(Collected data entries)
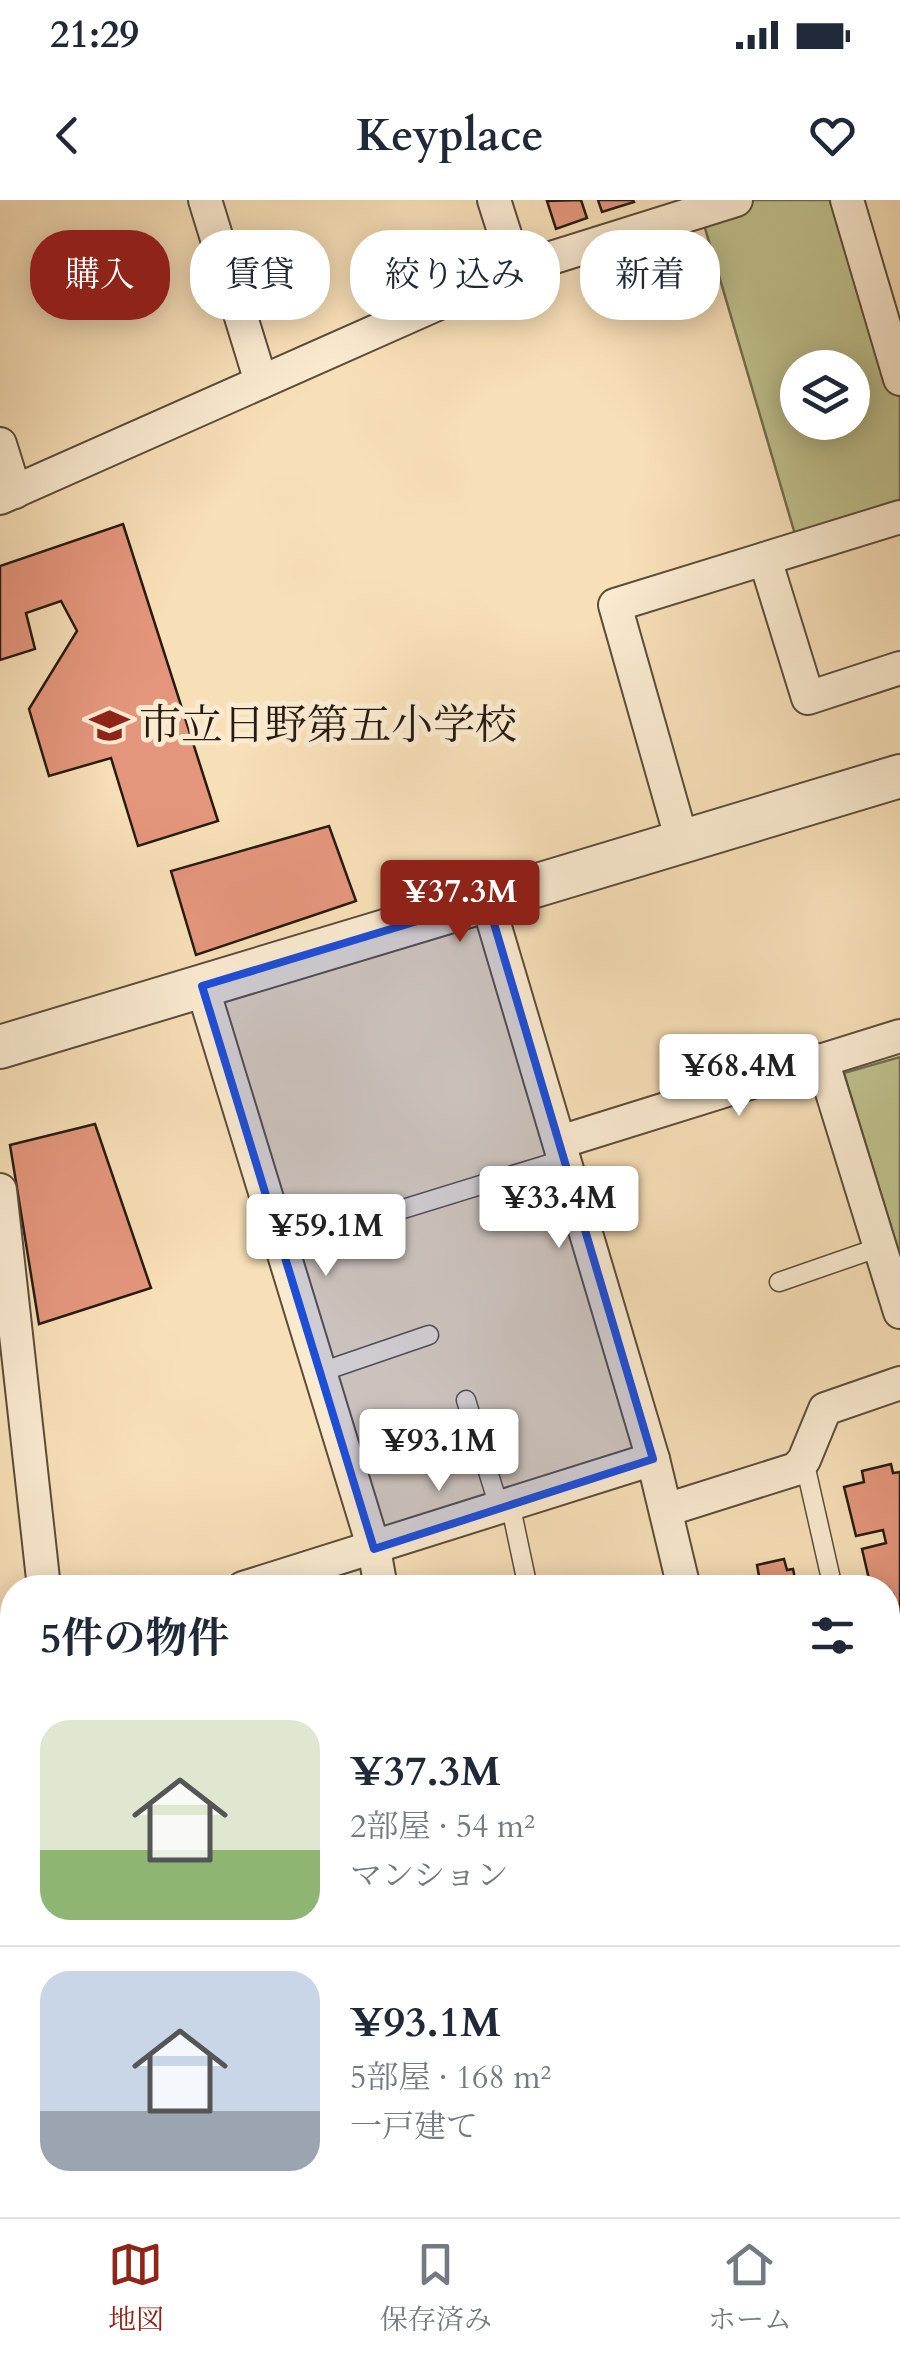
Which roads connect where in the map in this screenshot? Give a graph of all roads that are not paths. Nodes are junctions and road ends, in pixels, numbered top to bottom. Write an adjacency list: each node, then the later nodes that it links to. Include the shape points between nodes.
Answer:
1 (205, 200): 10 (street)
2 (494, 200): 6 (street)
3 (736, 200): 5 (street)
4 (847, 200): 9 (street)
5 (658, 212): 7 (street)
6 (503, 230)
7 (560, 252)
8 (402, 320): 10 (street)
9 (900, 379)
10 (261, 382): 12 (street)
11 (0, 444): 12 (street)
12 (8, 495)
13 (900, 517): 14 (street)
14 (765, 559): 15 (street, via 808,698); 17 (street, via 615,606)
15 (900, 668)
16 (900, 776): 17 (street)
17 (682, 841): 18 (street)
18 (486, 900): 19 (street); 23 (street)
19 (202, 986): 21 (street); 25 (street)
20 (900, 1036): 22 (street)
21 (0, 1047)
22 (822, 1060): 23 (street); 26 (street)
23 (563, 1151): 25 (lane); 33 (street)
24 (0, 1190): 38 (street)
25 (283, 1246): 30 (street)
26 (880, 1247): 27 (lane); 28 (street)
27 (779, 1282)
28 (900, 1309)
29 (430, 1334): 30 (lane)
30 (321, 1372): 37 (street)
31 (900, 1383): 34 (street, via 825,1408)
32 (466, 1400): 35 (lane)
33 (653, 1459): 35 (street); 36 (street)
34 (804, 1460): 36 (street); 43 (lane)
35 (504, 1505): 37 (street); 41 (lane)
36 (666, 1510): 42 (street)
37 (374, 1549): 39 (street); 40 (street)
38 (43, 1575)
39 (287, 1575)
40 (379, 1575)
41 (524, 1575)
42 (681, 1575)
43 (830, 1575)

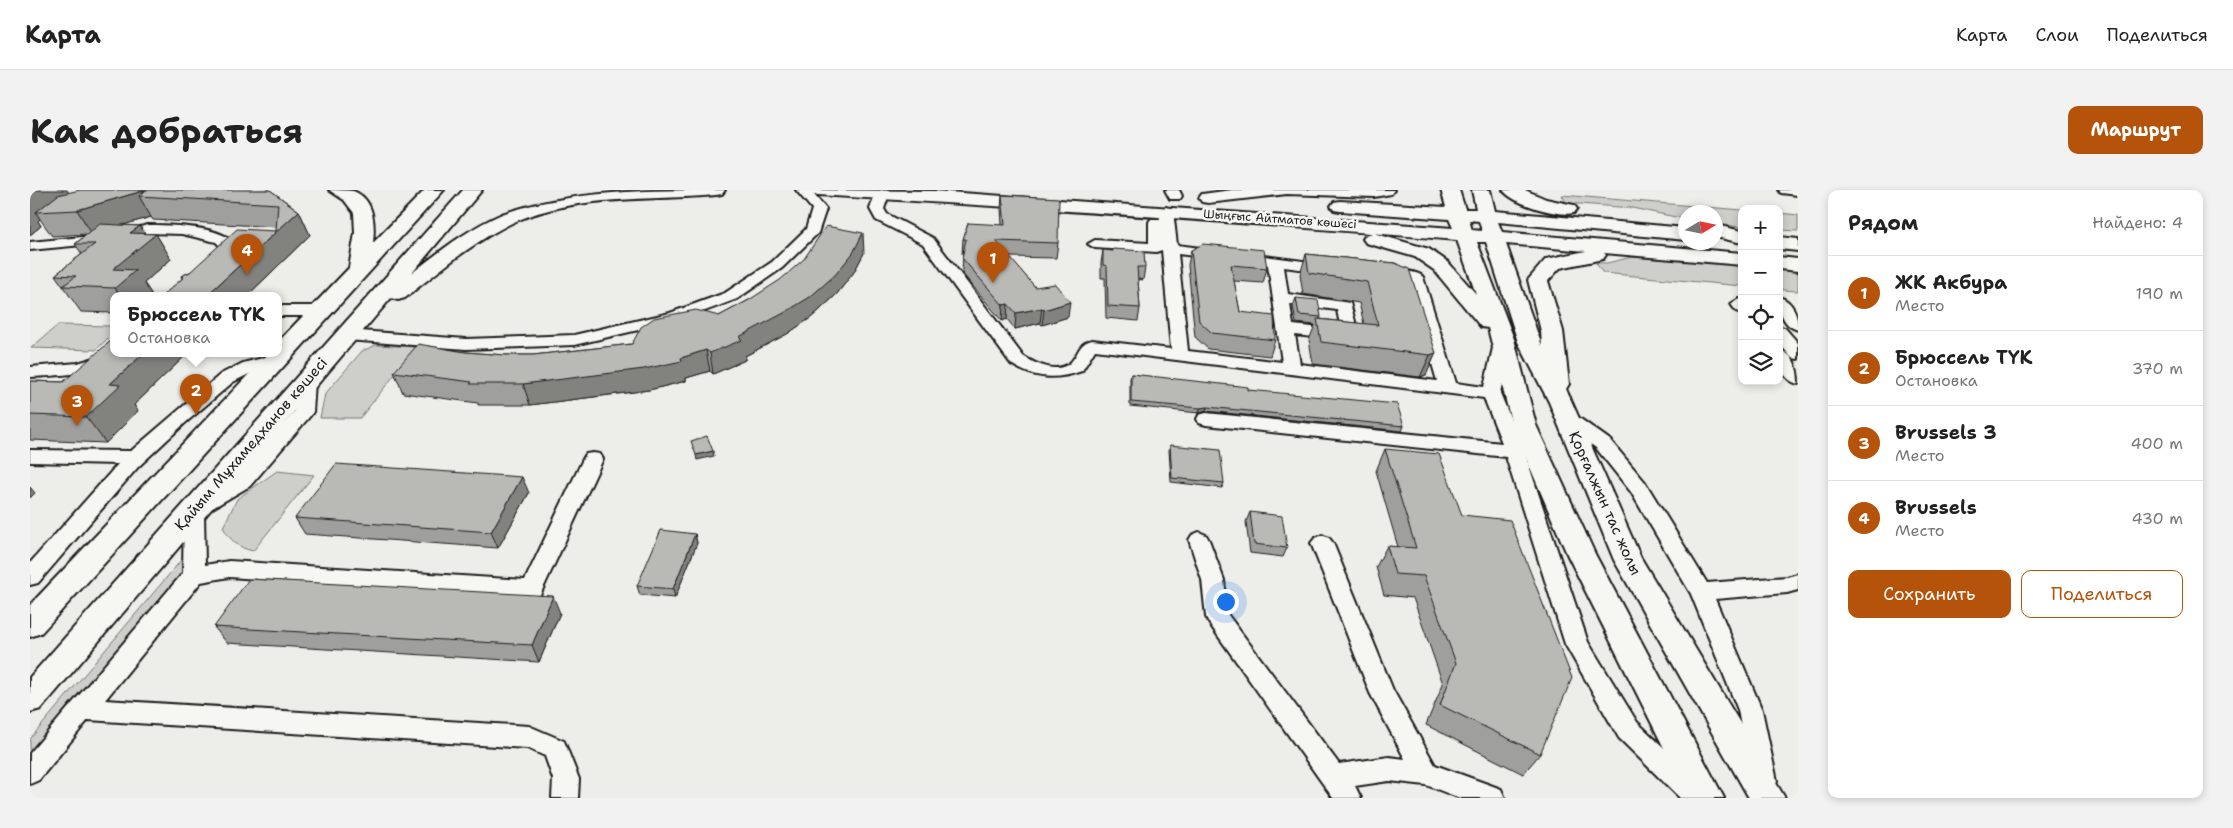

**Problem to solve:** The expected answer is the complete set of entries, copied verbatim, with no pictures.

**Solution for this task:**
Which roads connect where in the map in this screenshot? Give a graph of all roads that are not paths. Nodes are junctions and road ends, in pixels, numbered top to bottom. Write an adjacency list: each node, then the later nodes that it links to. Include the shape points between nodes.
Answer:
1 (205, 200): 10 (street)
2 (494, 200): 6 (street)
3 (736, 200): 5 (street)
4 (847, 200): 9 (street)
5 (658, 212): 7 (street)
6 (503, 230)
7 (560, 252)
8 (402, 320): 10 (street)
9 (900, 379)
10 (261, 382): 12 (street)
11 (0, 444): 12 (street)
12 (8, 495)
13 (900, 517): 14 (street)
14 (765, 559): 15 (street, via 808,698); 17 (street, via 615,606)
15 (900, 668)
16 (900, 776): 17 (street)
17 (682, 841): 18 (street)
18 (486, 900): 19 (street); 23 (street)
19 (202, 986): 21 (street); 25 (street)
20 (900, 1036): 22 (street)
21 (0, 1047)
22 (822, 1060): 23 (street); 26 (street)
23 (563, 1151): 25 (lane); 33 (street)
24 (0, 1190): 38 (street)
25 (283, 1246): 30 (street)
26 (880, 1247): 27 (lane); 28 (street)
27 (779, 1282)
28 (900, 1309)
29 (430, 1334): 30 (lane)
30 (321, 1372): 37 (street)
31 (900, 1383): 34 (street, via 825,1408)
32 (466, 1400): 35 (lane)
33 (653, 1459): 35 (street); 36 (street)
34 (804, 1460): 36 (street); 43 (lane)
35 (504, 1505): 37 (street); 41 (lane)
36 (666, 1510): 42 (street)
37 (374, 1549): 39 (street); 40 (street)
38 (43, 1575)
39 (287, 1575)
40 (379, 1575)
41 (524, 1575)
42 (681, 1575)
43 (830, 1575)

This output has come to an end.